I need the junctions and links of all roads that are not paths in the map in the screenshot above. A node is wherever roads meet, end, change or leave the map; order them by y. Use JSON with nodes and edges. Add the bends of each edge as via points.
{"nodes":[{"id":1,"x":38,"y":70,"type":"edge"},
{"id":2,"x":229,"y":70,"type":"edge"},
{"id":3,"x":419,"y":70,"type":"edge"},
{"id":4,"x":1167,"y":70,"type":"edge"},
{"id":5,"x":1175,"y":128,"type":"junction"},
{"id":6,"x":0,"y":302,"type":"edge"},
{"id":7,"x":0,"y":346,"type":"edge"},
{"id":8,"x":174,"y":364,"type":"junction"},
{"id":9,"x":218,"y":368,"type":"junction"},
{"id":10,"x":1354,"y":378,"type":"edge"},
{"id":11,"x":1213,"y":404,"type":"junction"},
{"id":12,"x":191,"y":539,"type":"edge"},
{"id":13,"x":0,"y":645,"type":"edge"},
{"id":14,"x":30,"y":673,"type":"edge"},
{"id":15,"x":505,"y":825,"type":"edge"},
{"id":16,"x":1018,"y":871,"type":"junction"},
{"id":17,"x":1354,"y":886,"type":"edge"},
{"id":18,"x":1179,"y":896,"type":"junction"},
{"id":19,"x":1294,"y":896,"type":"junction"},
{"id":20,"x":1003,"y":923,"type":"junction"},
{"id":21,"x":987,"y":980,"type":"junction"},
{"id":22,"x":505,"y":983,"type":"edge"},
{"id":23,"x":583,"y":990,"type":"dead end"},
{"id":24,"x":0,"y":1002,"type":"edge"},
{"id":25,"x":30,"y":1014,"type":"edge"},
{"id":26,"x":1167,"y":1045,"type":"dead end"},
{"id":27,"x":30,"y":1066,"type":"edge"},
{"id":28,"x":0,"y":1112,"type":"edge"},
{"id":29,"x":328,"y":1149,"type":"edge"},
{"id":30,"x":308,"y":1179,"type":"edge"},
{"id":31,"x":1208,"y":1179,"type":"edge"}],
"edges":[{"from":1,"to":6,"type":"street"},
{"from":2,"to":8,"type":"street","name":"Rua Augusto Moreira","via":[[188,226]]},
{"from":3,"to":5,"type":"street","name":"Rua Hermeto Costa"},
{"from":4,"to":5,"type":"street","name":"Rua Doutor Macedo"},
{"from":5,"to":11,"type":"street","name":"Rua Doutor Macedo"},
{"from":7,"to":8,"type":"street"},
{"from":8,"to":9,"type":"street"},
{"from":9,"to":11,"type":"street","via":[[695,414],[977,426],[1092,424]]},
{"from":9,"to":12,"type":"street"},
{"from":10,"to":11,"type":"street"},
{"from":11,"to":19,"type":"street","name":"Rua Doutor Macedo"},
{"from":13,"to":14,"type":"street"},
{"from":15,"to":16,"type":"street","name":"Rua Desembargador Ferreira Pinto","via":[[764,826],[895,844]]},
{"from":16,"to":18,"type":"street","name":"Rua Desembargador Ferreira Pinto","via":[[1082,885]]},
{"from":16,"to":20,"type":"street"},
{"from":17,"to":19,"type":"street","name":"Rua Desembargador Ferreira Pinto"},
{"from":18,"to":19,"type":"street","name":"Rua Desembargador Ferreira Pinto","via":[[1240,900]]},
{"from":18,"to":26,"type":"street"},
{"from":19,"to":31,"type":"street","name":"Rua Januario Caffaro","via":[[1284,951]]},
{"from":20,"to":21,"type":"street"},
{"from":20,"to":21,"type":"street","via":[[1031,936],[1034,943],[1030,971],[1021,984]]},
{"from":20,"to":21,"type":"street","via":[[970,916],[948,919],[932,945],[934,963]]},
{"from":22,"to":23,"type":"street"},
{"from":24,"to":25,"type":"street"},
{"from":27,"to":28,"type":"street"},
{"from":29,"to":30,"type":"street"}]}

+===+

■ **What you will do**
Return each entry from the material above exactly as it appears.

■ **Task response**
I need the junctions and links of all roads that are not paths in the map in the screenshot above. A node is wherever roads meet, end, change or leave the map; order them by y. Use JSON with nodes and edges. Add the bends of each edge as via points.
{"nodes":[{"id":1,"x":38,"y":70,"type":"edge"},
{"id":2,"x":229,"y":70,"type":"edge"},
{"id":3,"x":419,"y":70,"type":"edge"},
{"id":4,"x":1167,"y":70,"type":"edge"},
{"id":5,"x":1175,"y":128,"type":"junction"},
{"id":6,"x":0,"y":302,"type":"edge"},
{"id":7,"x":0,"y":346,"type":"edge"},
{"id":8,"x":174,"y":364,"type":"junction"},
{"id":9,"x":218,"y":368,"type":"junction"},
{"id":10,"x":1354,"y":378,"type":"edge"},
{"id":11,"x":1213,"y":404,"type":"junction"},
{"id":12,"x":191,"y":539,"type":"edge"},
{"id":13,"x":0,"y":645,"type":"edge"},
{"id":14,"x":30,"y":673,"type":"edge"},
{"id":15,"x":505,"y":825,"type":"edge"},
{"id":16,"x":1018,"y":871,"type":"junction"},
{"id":17,"x":1354,"y":886,"type":"edge"},
{"id":18,"x":1179,"y":896,"type":"junction"},
{"id":19,"x":1294,"y":896,"type":"junction"},
{"id":20,"x":1003,"y":923,"type":"junction"},
{"id":21,"x":987,"y":980,"type":"junction"},
{"id":22,"x":505,"y":983,"type":"edge"},
{"id":23,"x":583,"y":990,"type":"dead end"},
{"id":24,"x":0,"y":1002,"type":"edge"},
{"id":25,"x":30,"y":1014,"type":"edge"},
{"id":26,"x":1167,"y":1045,"type":"dead end"},
{"id":27,"x":30,"y":1066,"type":"edge"},
{"id":28,"x":0,"y":1112,"type":"edge"},
{"id":29,"x":328,"y":1149,"type":"edge"},
{"id":30,"x":308,"y":1179,"type":"edge"},
{"id":31,"x":1208,"y":1179,"type":"edge"}],
"edges":[{"from":1,"to":6,"type":"street"},
{"from":2,"to":8,"type":"street","name":"Rua Augusto Moreira","via":[[188,226]]},
{"from":3,"to":5,"type":"street","name":"Rua Hermeto Costa"},
{"from":4,"to":5,"type":"street","name":"Rua Doutor Macedo"},
{"from":5,"to":11,"type":"street","name":"Rua Doutor Macedo"},
{"from":7,"to":8,"type":"street"},
{"from":8,"to":9,"type":"street"},
{"from":9,"to":11,"type":"street","via":[[695,414],[977,426],[1092,424]]},
{"from":9,"to":12,"type":"street"},
{"from":10,"to":11,"type":"street"},
{"from":11,"to":19,"type":"street","name":"Rua Doutor Macedo"},
{"from":13,"to":14,"type":"street"},
{"from":15,"to":16,"type":"street","name":"Rua Desembargador Ferreira Pinto","via":[[764,826],[895,844]]},
{"from":16,"to":18,"type":"street","name":"Rua Desembargador Ferreira Pinto","via":[[1082,885]]},
{"from":16,"to":20,"type":"street"},
{"from":17,"to":19,"type":"street","name":"Rua Desembargador Ferreira Pinto"},
{"from":18,"to":19,"type":"street","name":"Rua Desembargador Ferreira Pinto","via":[[1240,900]]},
{"from":18,"to":26,"type":"street"},
{"from":19,"to":31,"type":"street","name":"Rua Januario Caffaro","via":[[1284,951]]},
{"from":20,"to":21,"type":"street"},
{"from":20,"to":21,"type":"street","via":[[1031,936],[1034,943],[1030,971],[1021,984]]},
{"from":20,"to":21,"type":"street","via":[[970,916],[948,919],[932,945],[934,963]]},
{"from":22,"to":23,"type":"street"},
{"from":24,"to":25,"type":"street"},
{"from":27,"to":28,"type":"street"},
{"from":29,"to":30,"type":"street"}]}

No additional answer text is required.